Exercise brief: Line by line, please look for the word "Towne" in the following records, then copy each line you find it in.

-*-

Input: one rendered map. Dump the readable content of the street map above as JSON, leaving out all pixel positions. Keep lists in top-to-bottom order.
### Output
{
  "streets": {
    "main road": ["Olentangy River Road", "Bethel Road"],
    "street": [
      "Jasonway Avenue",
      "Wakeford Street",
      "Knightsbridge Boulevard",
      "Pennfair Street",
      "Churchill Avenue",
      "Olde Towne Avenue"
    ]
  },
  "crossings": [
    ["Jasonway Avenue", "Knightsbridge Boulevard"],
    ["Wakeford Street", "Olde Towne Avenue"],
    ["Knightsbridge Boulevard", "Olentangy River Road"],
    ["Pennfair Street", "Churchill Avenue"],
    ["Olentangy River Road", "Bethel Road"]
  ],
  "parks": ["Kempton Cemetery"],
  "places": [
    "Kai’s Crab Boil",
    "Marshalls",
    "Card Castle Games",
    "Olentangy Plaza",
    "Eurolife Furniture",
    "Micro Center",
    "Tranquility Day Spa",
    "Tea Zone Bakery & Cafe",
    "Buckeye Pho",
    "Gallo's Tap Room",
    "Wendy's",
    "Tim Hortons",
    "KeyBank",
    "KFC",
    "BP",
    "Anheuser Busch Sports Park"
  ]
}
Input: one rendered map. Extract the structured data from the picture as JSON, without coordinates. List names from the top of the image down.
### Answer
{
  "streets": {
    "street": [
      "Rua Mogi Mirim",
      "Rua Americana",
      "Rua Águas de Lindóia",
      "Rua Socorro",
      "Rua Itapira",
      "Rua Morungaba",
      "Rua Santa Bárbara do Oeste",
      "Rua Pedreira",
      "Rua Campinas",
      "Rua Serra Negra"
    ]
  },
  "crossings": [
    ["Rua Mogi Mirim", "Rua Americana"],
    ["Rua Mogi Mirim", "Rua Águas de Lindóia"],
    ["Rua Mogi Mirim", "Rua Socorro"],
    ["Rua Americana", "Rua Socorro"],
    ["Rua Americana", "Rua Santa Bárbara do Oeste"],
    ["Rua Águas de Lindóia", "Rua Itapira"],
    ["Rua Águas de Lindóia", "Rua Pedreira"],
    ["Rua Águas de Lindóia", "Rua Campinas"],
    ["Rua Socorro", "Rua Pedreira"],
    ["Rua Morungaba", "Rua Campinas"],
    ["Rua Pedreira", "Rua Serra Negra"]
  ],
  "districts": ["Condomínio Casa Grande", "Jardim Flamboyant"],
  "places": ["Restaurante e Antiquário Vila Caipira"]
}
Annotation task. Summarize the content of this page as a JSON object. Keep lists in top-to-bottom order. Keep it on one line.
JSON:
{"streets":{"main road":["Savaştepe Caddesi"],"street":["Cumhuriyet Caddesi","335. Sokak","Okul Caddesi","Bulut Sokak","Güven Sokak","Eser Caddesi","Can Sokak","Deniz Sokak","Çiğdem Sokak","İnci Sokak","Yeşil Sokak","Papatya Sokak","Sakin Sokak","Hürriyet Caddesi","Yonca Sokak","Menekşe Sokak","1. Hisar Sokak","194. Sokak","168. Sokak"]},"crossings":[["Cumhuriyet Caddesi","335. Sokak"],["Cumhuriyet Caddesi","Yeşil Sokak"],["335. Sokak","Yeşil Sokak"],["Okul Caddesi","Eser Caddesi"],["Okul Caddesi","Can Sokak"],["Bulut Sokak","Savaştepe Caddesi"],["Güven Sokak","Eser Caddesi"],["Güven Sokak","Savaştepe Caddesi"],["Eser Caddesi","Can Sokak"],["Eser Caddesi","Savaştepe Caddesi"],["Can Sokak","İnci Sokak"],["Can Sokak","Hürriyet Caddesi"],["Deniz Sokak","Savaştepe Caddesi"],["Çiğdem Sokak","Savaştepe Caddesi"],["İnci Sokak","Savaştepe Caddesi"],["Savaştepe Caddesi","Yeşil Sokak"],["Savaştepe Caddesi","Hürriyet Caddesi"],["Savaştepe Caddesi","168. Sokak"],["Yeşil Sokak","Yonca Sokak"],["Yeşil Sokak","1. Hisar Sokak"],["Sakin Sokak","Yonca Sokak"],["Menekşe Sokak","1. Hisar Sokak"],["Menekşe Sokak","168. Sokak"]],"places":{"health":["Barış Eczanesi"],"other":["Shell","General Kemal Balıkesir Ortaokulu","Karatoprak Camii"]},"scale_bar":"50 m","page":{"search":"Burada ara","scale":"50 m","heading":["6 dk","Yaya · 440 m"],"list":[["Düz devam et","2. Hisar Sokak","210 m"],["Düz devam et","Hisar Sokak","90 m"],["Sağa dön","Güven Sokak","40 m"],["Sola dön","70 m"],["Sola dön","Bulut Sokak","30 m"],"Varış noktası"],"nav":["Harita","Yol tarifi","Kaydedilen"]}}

-*-

Answer box:
      "Olde Towne Avenue"
    ["Wakeford Street", "Olde Towne Avenue"],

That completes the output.